[Collected data entries]
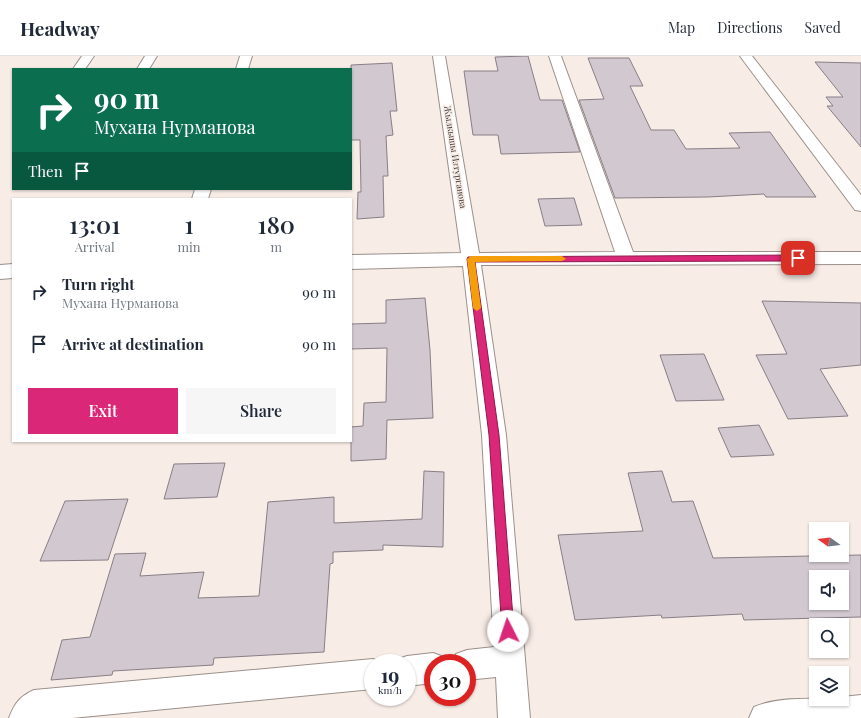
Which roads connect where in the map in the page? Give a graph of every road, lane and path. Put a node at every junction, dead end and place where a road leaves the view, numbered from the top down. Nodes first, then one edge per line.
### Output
1 (88, 56) edge
2 (150, 56) edge
3 (246, 56) edge
4 (439, 56) edge
5 (555, 56) edge
6 (746, 56) edge
7 (80, 68) edge
8 (144, 68) edge
9 (242, 68) edge
10 (861, 206) edge
11 (626, 258) junction
12 (861, 258) edge
13 (471, 259) junction
14 (352, 262) edge
15 (12, 271) edge
16 (0, 272) edge
17 (510, 661) junction
18 (476, 664) edge
19 (364, 675) edge
20 (861, 710) edge
21 (25, 718) edge
22 (514, 718) edge
23 (765, 718) edge

1 - 7 street
2 - 8 street
3 - 9 street
4 - 13 street, Жылкышы Изтурганова
5 - 11 street
6 - 10 street
11 - 12 street
11 - 13 street
13 - 14 street
13 - 17 street, Жылкышы Изтурганова
15 - 16 street
17 - 18 street
17 - 22 street, Жылкышы Изтурганова
19 - 21 street
20 - 23 street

■ EXERCISE PROMPT: Without including any picture, print all of the entries above exactly.

■ OUTPUT BELOW:
Which roads connect where in the map in the page? Give a graph of every road, lane and path. Put a node at every junction, dead end and place where a road leaves the view, numbered from the top down. Nodes first, then one edge per line.
### Output
1 (88, 56) edge
2 (150, 56) edge
3 (246, 56) edge
4 (439, 56) edge
5 (555, 56) edge
6 (746, 56) edge
7 (80, 68) edge
8 (144, 68) edge
9 (242, 68) edge
10 (861, 206) edge
11 (626, 258) junction
12 (861, 258) edge
13 (471, 259) junction
14 (352, 262) edge
15 (12, 271) edge
16 (0, 272) edge
17 (510, 661) junction
18 (476, 664) edge
19 (364, 675) edge
20 (861, 710) edge
21 (25, 718) edge
22 (514, 718) edge
23 (765, 718) edge

1 - 7 street
2 - 8 street
3 - 9 street
4 - 13 street, Жылкышы Изтурганова
5 - 11 street
6 - 10 street
11 - 12 street
11 - 13 street
13 - 14 street
13 - 17 street, Жылкышы Изтурганова
15 - 16 street
17 - 18 street
17 - 22 street, Жылкышы Изтурганова
19 - 21 street
20 - 23 street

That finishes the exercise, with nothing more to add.